Testing In-App Purchase

This tutorial can’t go in-depth about this topic because it’s too complex and too “vendor specific,” but here are a few tips to help you out:


  • You need specific test accounts which you can create in iTunes Connect. They are standard Apple IDs, so you will need to have a unique email address for each account. If you have your own web hosting service, you can set up aliases like “iap01@yourdomain.com” and “iap02@yourdmain.com” that send emails to your primary email address as a “catch all.” Note that Apple will make you validate the email by clicking on a link within it, so you must be able to receive it.
  • You must log out from iTunes on your device before you run the test app. This test app can be provisioned with either a Development or AdHoc profile to access the IAP sandbox. When prompted, log in with your test account.
  • You get “one shot” to buy your item because Apple remembers that your account has purchased that item. If you need to test again, you need a different account. There is no way to reset these purchases.
  • If you see “you need to submit your app and reject the binary,” you can disregard that advice.  Currently, you just need to submit your items for review — but it does take a little time for your items to propagate through Apple’s servers.

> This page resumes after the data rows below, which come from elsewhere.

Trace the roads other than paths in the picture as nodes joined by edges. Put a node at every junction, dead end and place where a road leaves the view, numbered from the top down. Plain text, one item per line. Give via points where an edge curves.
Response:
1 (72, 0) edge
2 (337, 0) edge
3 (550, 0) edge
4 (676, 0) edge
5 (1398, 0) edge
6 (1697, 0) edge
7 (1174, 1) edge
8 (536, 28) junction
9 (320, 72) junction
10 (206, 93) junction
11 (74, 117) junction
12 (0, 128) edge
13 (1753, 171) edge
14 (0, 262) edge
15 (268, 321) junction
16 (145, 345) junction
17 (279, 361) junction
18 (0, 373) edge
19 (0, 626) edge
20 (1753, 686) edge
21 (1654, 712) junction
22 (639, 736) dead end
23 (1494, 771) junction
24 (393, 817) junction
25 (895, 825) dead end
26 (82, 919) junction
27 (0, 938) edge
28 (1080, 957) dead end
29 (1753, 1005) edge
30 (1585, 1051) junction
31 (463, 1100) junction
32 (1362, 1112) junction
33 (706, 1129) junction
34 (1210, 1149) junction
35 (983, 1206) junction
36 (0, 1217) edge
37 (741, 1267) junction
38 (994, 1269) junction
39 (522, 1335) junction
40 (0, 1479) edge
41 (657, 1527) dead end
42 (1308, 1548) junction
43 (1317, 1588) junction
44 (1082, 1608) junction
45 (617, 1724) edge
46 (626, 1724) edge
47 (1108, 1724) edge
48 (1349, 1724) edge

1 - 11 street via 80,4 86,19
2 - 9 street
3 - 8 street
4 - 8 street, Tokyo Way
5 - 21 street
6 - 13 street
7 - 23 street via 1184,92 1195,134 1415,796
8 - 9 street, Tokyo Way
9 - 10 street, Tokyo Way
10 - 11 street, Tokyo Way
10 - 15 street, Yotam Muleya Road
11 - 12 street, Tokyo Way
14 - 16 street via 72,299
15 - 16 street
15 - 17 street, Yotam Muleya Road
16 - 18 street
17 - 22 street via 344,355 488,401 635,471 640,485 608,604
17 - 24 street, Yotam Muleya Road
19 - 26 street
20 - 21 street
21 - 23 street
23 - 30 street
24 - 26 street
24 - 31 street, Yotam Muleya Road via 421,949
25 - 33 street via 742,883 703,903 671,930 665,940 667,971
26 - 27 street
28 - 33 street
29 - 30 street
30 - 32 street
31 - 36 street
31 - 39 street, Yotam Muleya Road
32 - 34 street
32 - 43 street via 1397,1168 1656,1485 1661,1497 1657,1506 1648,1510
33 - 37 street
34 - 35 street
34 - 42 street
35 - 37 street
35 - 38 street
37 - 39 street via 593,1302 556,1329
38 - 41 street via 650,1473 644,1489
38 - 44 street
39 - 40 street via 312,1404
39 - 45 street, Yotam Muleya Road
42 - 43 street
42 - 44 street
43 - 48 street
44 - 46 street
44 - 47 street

  • Google requires specific test accounts as well. They are regular email addresses that you provide in the portal. The trick is getting your device to no longer be “you” but rather to be one of your test accounts. Google provides some product IDs that you can use instead of your own IDs. You can test a product that “always succeeds” and one that “always fails” and do this as many times as you need to. However, once you start using your actual Product IDs, you get one shot, just like Apple, and there’s no way to reset them other than using a different account.
  • Google’s system is sensitive to developers. For instance, if you request too many restore() requests in too short of a time, they will block your account for several weeks, assuming there is suspicious activity tied to it.


Amazon’s IAP plugin is still in development and is subject to change.

  • Besides the differences listed above, their testing process involves downloading their IAP App Development Kit. This contains a .apk file that you can side-load onto your device which intercepts your app’s purchases during testing. You can then use your existing account (or other accounts) to test.
  • You must also download a JSON file from their developer portal which contains your products and side-load this onto the device as well. Their IAP test app uses the JSON file instead of actually talking back to Amazon’s servers.
  • From the IAP test app, you can reject purchases, which gives you a good chance to test “revoked” purchase states.

In Summary…

As you can see, IAP is a key part of the monetization puzzle. While some people prefer to utilize a paid app approach, using IAP with a “freemium” model can be a great way to monetize your apps and games.